When the offeror acquires less than 90% of the outstanding shares it did not hold prior to the commencement of the bid, the offeror will need to complete a subsequent acquisition transaction in order to acquire the remaining securities. A “going private” transaction is generally defined in corporate legislation as an amalgamation, arrangement, consolidation or other transaction in which a holder of a participating security (a security that carries a right to participate in the earnings of the issuer and, upon the liquidation or winding up of the issuer, in its assets) can be required, without the holder’s consent, to surrender the security, without the substitution of another participating security of equivalent value in the corporation or a successor to the corporation. However, a “business combination,” as defined in Multilateral Instrument 61-101 (“MI 61-101”), which is in force in Ontario and Quebec, is much broader than the historical definition found in the corporate legislation. In MI 61-101, a business combination is defined as:

an amalgamation, arrangement, consolidation, amendment to the terms of a class of equity securities or any other transaction of the issuer, as a consequence of which the interest of a holder of an equity security of the issuer may be terminated without the holder’s consent regardless of whether the equity security is replaced with another security, but does not include... [[S. 1.1.]]

A “related party” includes a person or company that beneficially owns or exercises control or direction over voting securities of the issuer carrying more than 10% of the voting rights attached to all outstanding voting securities of the issuer. As a result, any second step transaction by the offeror will be considered a business combination under MI 61-101.

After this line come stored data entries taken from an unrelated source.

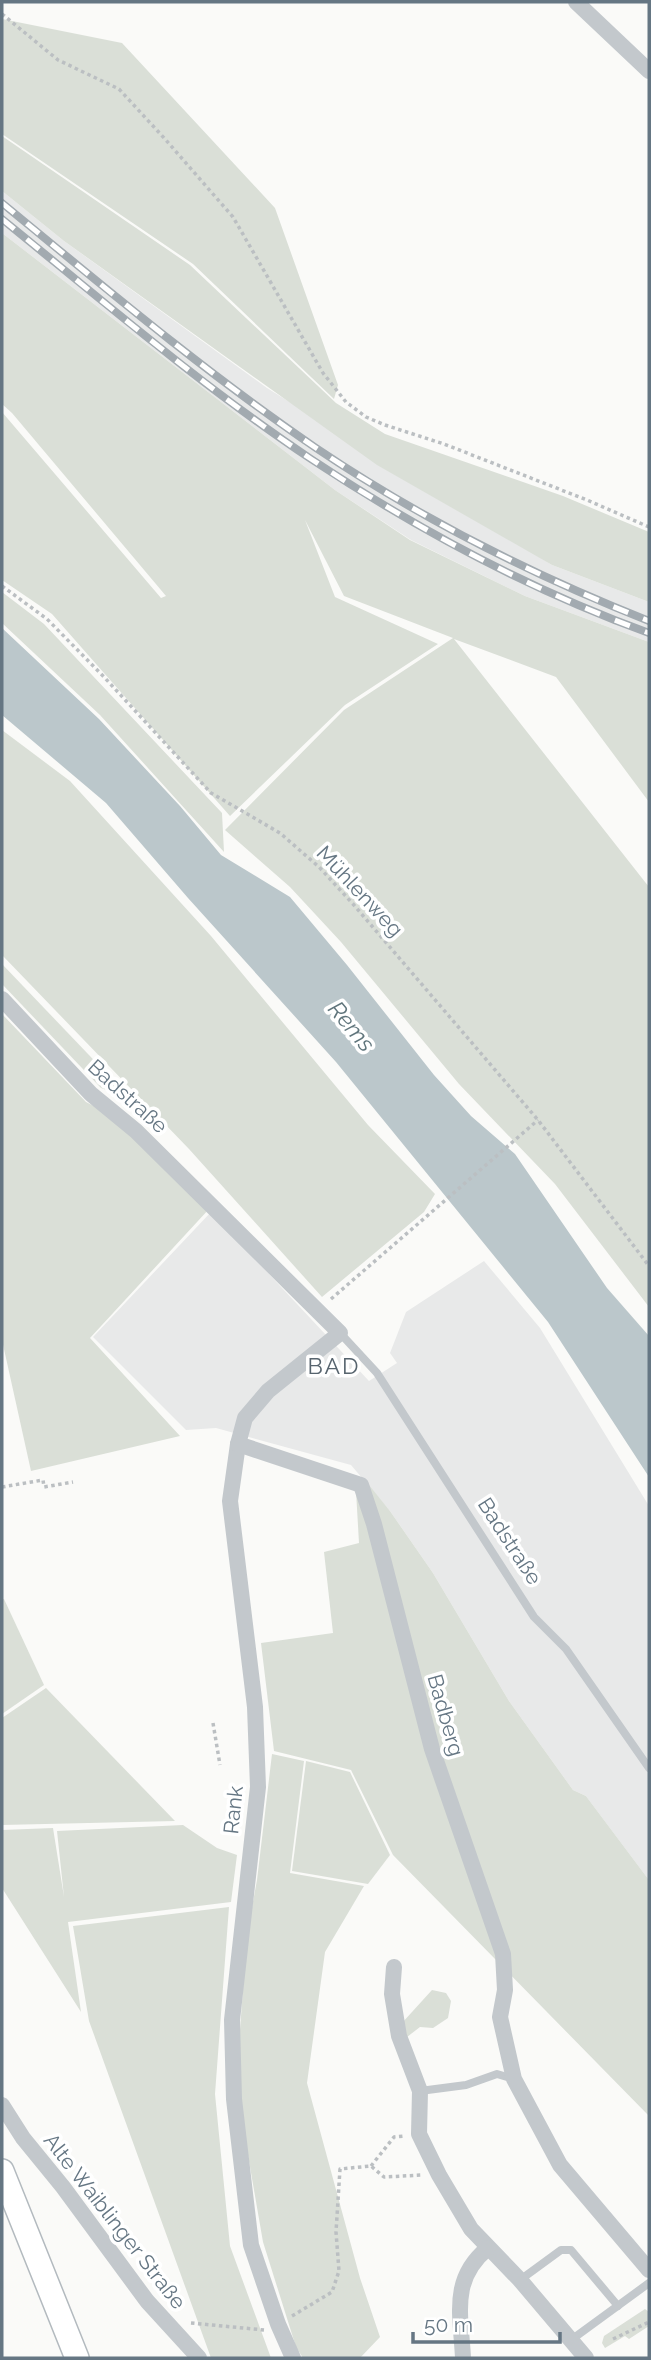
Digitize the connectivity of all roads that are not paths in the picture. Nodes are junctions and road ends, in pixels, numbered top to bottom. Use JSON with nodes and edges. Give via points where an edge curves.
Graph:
{"nodes":[{"id":1,"x":576,"y":2,"type":"edge"},
{"id":2,"x":649,"y":71,"type":"edge"},
{"id":3,"x":2,"y":999,"type":"edge"},
{"id":4,"x":340,"y":1333,"type":"junction"},
{"id":5,"x":238,"y":1444,"type":"junction"},
{"id":6,"x":649,"y":1768,"type":"edge"},
{"id":7,"x":394,"y":1967,"type":"dead end"},
{"id":8,"x":514,"y":2079,"type":"junction"},
{"id":9,"x":420,"y":2091,"type":"junction"},
{"id":10,"x":2,"y":2105,"type":"edge"},
{"id":11,"x":2,"y":2171,"type":"edge"},
{"id":12,"x":488,"y":2248,"type":"junction"},
{"id":13,"x":649,"y":2270,"type":"edge"},
{"id":14,"x":520,"y":2280,"type":"junction"},
{"id":15,"x":649,"y":2283,"type":"edge"},
{"id":16,"x":618,"y":2306,"type":"junction"},
{"id":17,"x":571,"y":2340,"type":"junction"},
{"id":18,"x":77,"y":2358,"type":"edge"},
{"id":19,"x":199,"y":2358,"type":"edge"},
{"id":20,"x":293,"y":2358,"type":"edge"},
{"id":21,"x":463,"y":2358,"type":"edge"},
{"id":22,"x":586,"y":2358,"type":"edge"}],
"edges":[{"from":1,"to":2,"type":"street"},
{"from":3,"to":4,"type":"street","name":"Badstraße","via":[[91,1094],[136,1131]]},
{"from":4,"to":5,"type":"street","name":"Rank","via":[[268,1391],[245,1418]]},
{"from":4,"to":6,"type":"lane","name":"Badstraße","via":[[377,1373],[534,1617],[566,1649]]},
{"from":5,"to":8,"type":"street","name":"Badberg","via":[[361,1485],[432,1749],[503,1954],[505,1990],[500,2017]]},
{"from":5,"to":20,"type":"street","name":"Rank","via":[[230,1501],[255,1707],[258,1787],[232,2020],[234,2099],[251,2245]]},
{"from":7,"to":9,"type":"street","via":[[399,2036]]},
{"from":8,"to":9,"type":"lane","via":[[497,2074],[466,2085]]},
{"from":8,"to":13,"type":"street","via":[[559,2165]]},
{"from":9,"to":12,"type":"street","via":[[419,2134],[471,2229]]},
{"from":10,"to":19,"type":"street","name":"Alte Waiblinger Straße","via":[[147,2301]]},
{"from":11,"to":18,"type":"street"},
{"from":12,"to":14,"type":"street"},
{"from":12,"to":21,"type":"street","via":[[474,2260],[460,2291]]},
{"from":14,"to":16,"type":"lane","via":[[561,2250],[571,2250]]},
{"from":14,"to":17,"type":"street"},
{"from":15,"to":16,"type":"lane"},
{"from":16,"to":17,"type":"lane"},
{"from":17,"to":22,"type":"street"}]}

MI 61-101 generally requires that a corporation proposing to carry out a business combination disclose the following in the information circular sent to shareholders:

  1. 1.     every prior valuation in respect of the issuer which has been made in the 24 months before the date of the information circular and which was known to the issuer or any director or senior officer of the issuer; and
  1. 2.     any bona fide prior offer which was received by the issuer during the 24 months before the transaction was agreed to.

Unless an exemption is available, MI 61-101 also requires the preparation of an independent valuation of the target company’s shares (and, subject to certain exceptions, any non-cash consideration being offered therefor). An exemption from this requirement applies if:

  1. 1.     the business combination is being effected by the same buyer that made a take-over bid (or by an affiliate of that buyer) and is in respect of the same class of securities that were the subject of the bid;
  1. 2.     the business combination is completed no later than 120 days after the date of expiry of the take-over bid;
  1. 3.     the intent to effect a business combination was disclosed in the take-overbid circular;
  1. 4.     the consideration per security paid in the business combination is at least equal in value and in the same form as the consideration that was paid in take-over bid; and
  1. 5.     the take-over bid circular described certain tax consequences of both the take-over bid and the subsequent business combination.

MI 61-101 also requires that, in addition to any other required shareholder approval, the approval of the “minority” holders of the target shares be obtained at the meeting. Shares tendered to a take-over bid (including shares which were tendered pursuant to a lock-up agreement) may be voted by the offeror in the subsequent acquisition transaction, if, among other things, the above criteria are met and if the shareholder who tendered such shares was treated the same as all other shareholders (i.e. the per-share consideration received by the holder was identical in value and in form as received by the other holders, and the holder received no other consideration or collateral benefit for tendering such shares).